The Information Commissioner further indicated that even if disclosing the relevant matter would result in fewer people using a procedure, there would be no prejudice to the maintenance of the procedure, as the procedure would still remain in place. [26]

Here, the Information Commissioner considered that it is possible to characterise QCSC's willingness to accept and consider unsolicited information from a member of the public (or a Member of the Legislative Assembly acting in a representative capacity), supplied with the aim of persuading a community corrections board to refuse parole to an individual prisoner, as a method or procedure for protecting public safety within the terms of section 42(1)(f) of the FOI Act. [29] However, the Information Commissioner was not satisfied that disclosing the relevant matter could reasonably be expected to prejudice the maintenance or enforcement of such a method or procedure, as it could not be said that the voluntary supply of information to QCSC and the QCSC's acceptance of the information, could prejudice the enforcement or maintenance of such a method or procedure. [30] The channel of communication to the QCSC of unsolicited information of the kind in issue would remain open. Accordingly, the relevant matter was not exempt under section 42(1)(f) of the FOI Act. [30]

WRT and Department of Corrective Services (Unreported, Queensland Information Commissioner 26 April 2002)

The applicant sought review of a deemed refusal of access by the Department of Corrective Services (Department) to parts of a psychiatric report concerning him.

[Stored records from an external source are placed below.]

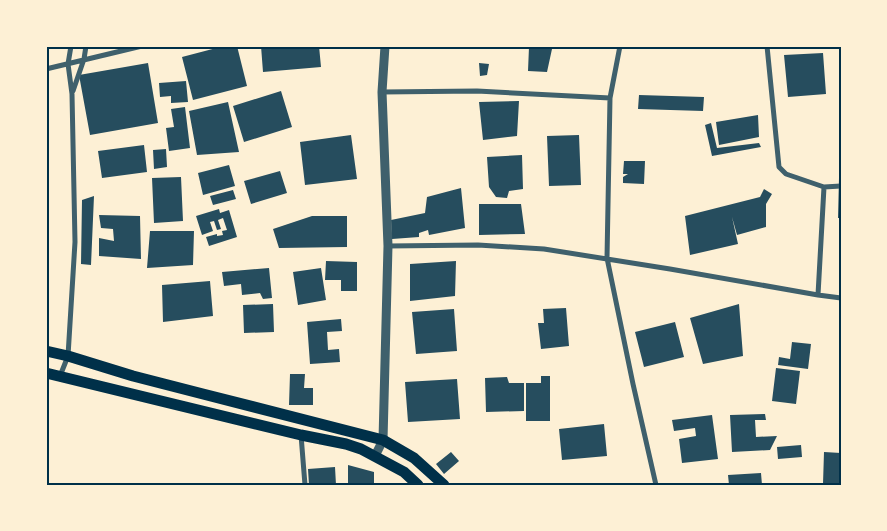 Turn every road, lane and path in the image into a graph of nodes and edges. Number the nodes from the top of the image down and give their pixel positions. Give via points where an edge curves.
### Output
1 (70, 46) edge
2 (86, 46) edge
3 (142, 46) edge
4 (385, 46) edge
5 (620, 46) edge
6 (767, 46) edge
7 (84, 59) junction
8 (68, 64) junction
9 (46, 69) edge
10 (382, 92) junction
11 (72, 94) junction
12 (610, 98) junction
13 (841, 186) edge
14 (824, 187) junction
15 (388, 246) junction
16 (607, 258) junction
17 (818, 296) junction
18 (841, 298) edge
19 (46, 351) edge
20 (68, 356) junction
21 (46, 373) edge
22 (60, 376) junction
23 (301, 435) junction
24 (383, 440) junction
25 (375, 456) junction
26 (305, 485) edge
27 (418, 485) edge
28 (444, 485) edge
29 (656, 485) edge

1 - 8 street
2 - 7 street
3 - 7 street
4 - 10 street
5 - 12 street
6 - 14 street via 779,167 786,174
7 - 8 street
7 - 11 street
8 - 9 street
8 - 11 street
10 - 12 street via 477,91
10 - 15 street
11 - 20 street via 75,242
12 - 16 street
13 - 14 street
14 - 17 street
15 - 16 street via 478,245 544,249
15 - 24 street
16 - 17 street
16 - 29 street
17 - 18 street
19 - 20 main road
20 - 22 street
20 - 24 main road via 133,376
21 - 22 main road
22 - 23 main road
23 - 25 main road via 346,444
23 - 26 street
24 - 25 street
24 - 28 main road via 414,458
25 - 27 main road via 404,472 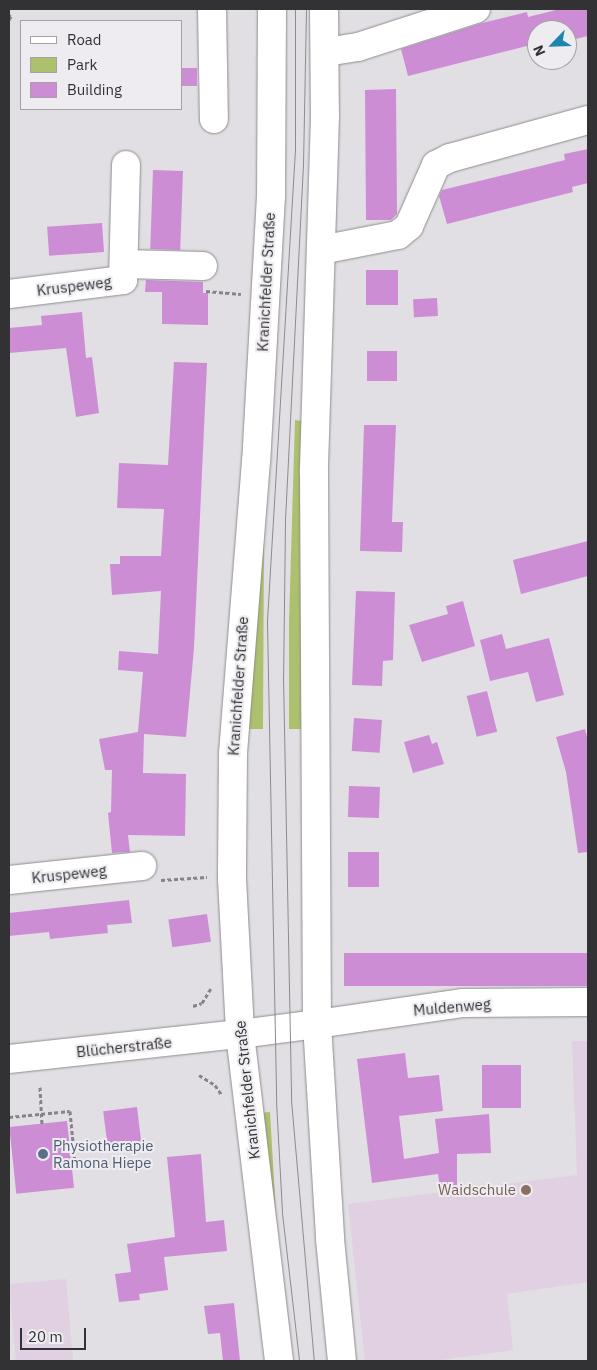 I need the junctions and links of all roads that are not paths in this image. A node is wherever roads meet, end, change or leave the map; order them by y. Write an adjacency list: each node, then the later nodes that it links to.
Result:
1 (212, 9): 6 (main road)
2 (272, 9): 17 (main road, Kranichfelder Straße)
3 (324, 9): 5 (main road)
4 (476, 9): 5 (main road)
5 (326, 52): 9 (main road)
6 (214, 119)
7 (588, 120): 9 (main road)
8 (126, 165): 10 (main road, Kruspeweg)
9 (321, 250): 16 (main road)
10 (124, 264): 11 (main road, Kruspeweg); 12 (main road, Kruspeweg)
11 (203, 266)
12 (9, 294)
13 (150, 873): 14 (main road, Kruspeweg)
14 (9, 880)
15 (588, 1002): 16 (main road, Muldenweg)
16 (317, 1024): 17 (main road, Muldenweg); 20 (main road)
17 (240, 1034): 18 (main road, Blücherstraße); 19 (main road, Kranichfelder Straße)
18 (9, 1059)
19 (279, 1361)
20 (342, 1361)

The Information Commissioner considered that the focus of section 42(1)(f) of the FOI Act is on the maintenance or enforcement of a lawful method or procedure for protecting public safety, rather than prejudice to the 'effectiveness' of a lawful method or procedure for protecting public safety. [45]

The Department submitted that disclosure to the applicant of the relevant matter could reasonably be expected to result in psychiatrists refusing to provide reports on prisoners, or providing less frank and candid reports to the Department. [47] The Information Commissioner considered that while such a result would be unfortunate, it would not amount to prejudice to the maintenance or enforcement of the parole system. The parole system itself would remain in place, whether or not it became harder to obtain full and frank psychiatric reports on prisoners. [47]

Accordingly, the relevant matter was not exempt under section 42(1)(f) of the FOI Act.

20 Ferrier and Department of Police (1996) 3 QAR 350.
21Referring to T and Department of Health; (1994) 1 QAR 386 at paragraphs 10-15.
22Byrne and Gold Coast City Council (1994) 1 QAR 477.